Permenaker JHT Tidak Pro PRT

 Permenaker JHT Tidak Pro PRT

Ida Fauziyah, Menteri Ketenagakerjaan memberi penjelasan mengenai Jaminan Hari Tua (Sumber: Instagram.com/kemnaker)

Oleh: Ernawati

 

Kementerian Ketenagakerjaan (Kemenaker) belum lama ini menerbitkan aturan terbaru mengenai Jaminan Hari Tua (JHT). Aturan tersebut tertuang dalam Peraturan Menteri Ketenagakerjaan (Permenaker) Republik Indonesia Nomor 2 Tahun 2022 tentang Tata Cara dan Persyaratan Pembayaran Manfaat JHT. Permenaker direncanakan berlaku setelah 3 bulan terhitung sejak tanggal diundangkan yaitu mulai 4 Mei 2022.

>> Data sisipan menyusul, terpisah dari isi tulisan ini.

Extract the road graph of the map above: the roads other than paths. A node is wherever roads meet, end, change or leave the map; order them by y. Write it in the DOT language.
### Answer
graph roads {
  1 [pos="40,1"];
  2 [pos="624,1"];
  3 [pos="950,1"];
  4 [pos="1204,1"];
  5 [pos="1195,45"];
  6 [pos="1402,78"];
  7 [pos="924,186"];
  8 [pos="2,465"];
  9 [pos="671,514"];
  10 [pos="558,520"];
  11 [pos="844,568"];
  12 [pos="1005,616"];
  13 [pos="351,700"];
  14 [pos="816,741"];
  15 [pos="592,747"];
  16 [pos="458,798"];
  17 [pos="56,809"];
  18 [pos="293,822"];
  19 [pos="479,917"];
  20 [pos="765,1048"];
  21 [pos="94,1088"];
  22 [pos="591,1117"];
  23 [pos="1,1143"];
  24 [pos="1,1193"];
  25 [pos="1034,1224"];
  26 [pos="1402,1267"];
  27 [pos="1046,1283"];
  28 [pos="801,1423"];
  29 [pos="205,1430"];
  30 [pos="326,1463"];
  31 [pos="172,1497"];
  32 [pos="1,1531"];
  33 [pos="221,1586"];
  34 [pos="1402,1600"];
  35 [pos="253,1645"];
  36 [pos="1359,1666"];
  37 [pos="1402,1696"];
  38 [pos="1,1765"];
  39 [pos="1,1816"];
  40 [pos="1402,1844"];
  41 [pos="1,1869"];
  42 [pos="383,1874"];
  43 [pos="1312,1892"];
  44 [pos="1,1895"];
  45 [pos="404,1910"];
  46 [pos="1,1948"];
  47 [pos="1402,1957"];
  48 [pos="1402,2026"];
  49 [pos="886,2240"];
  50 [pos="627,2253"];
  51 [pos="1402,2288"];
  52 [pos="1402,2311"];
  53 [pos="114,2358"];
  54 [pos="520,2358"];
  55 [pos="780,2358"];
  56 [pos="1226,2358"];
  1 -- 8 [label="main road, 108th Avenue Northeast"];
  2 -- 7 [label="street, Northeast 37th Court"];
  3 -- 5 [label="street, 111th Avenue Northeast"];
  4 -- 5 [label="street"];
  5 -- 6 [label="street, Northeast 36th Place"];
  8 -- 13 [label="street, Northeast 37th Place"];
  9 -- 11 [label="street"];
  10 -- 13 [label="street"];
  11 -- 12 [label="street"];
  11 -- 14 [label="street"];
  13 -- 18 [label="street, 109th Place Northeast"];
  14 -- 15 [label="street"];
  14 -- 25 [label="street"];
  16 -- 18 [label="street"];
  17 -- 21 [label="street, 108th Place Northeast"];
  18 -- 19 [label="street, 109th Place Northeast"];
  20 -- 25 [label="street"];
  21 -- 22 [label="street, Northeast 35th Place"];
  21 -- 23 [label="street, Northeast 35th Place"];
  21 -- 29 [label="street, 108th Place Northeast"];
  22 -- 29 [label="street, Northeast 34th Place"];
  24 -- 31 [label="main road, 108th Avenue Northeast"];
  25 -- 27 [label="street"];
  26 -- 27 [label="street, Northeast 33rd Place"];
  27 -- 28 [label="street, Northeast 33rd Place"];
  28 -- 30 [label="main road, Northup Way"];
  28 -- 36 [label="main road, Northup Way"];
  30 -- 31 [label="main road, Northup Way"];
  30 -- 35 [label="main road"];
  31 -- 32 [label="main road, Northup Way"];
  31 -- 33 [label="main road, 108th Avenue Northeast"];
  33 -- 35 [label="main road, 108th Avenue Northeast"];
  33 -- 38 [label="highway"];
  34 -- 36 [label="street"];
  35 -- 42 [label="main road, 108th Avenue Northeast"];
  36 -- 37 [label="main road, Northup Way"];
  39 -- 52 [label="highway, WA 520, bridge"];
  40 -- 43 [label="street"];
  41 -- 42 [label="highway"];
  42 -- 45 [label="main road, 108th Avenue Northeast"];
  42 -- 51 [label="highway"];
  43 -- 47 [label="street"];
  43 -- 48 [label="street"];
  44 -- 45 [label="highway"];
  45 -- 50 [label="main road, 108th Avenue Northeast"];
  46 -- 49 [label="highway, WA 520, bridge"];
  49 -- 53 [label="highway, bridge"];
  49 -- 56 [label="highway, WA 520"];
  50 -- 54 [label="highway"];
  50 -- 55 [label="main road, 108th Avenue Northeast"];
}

Isi Permenaker menyatakan bahwa JHT baru bisa dicairkan pada usia 56 tahun. Dengan syarat, hanya bagi peserta yang terdaftar dalam BPJS Ketenagakerjaan yang telah memasuki usia pensiun, meninggal dunia, atau mengalami cacat total tetap. Hal ini tertuang dalam aturan baru yang dirilis Kemenaker, Jumat, 11 Februari 2022.

Aturan baru tersebut mengagetkan. Apalagi bagi para pekerja, khususnya pekerja rumah tangga. Permenaker No. 2 Tahun 2022 ini jelas merupakan bentuk ‘penyelundupan’ hukum yang mencoba mengakali Putusan Mahkamah Konstitusi Tahun 2021 yang berbunyi melarang dikeluarkannya kebijakan strategis yang berdampak luas. Permenaker ini seolah menjadi kepanjangan tangan UU Cipta Kerja khususnya soal Jaminan Kehilangan Pekerjaan (JKP) dan menjadi opsi karena JHT dibayar pada usia 56 tahun. Sementara PP 37/2021 tentang JKP dalam keadaan beku akibat Putusan MK.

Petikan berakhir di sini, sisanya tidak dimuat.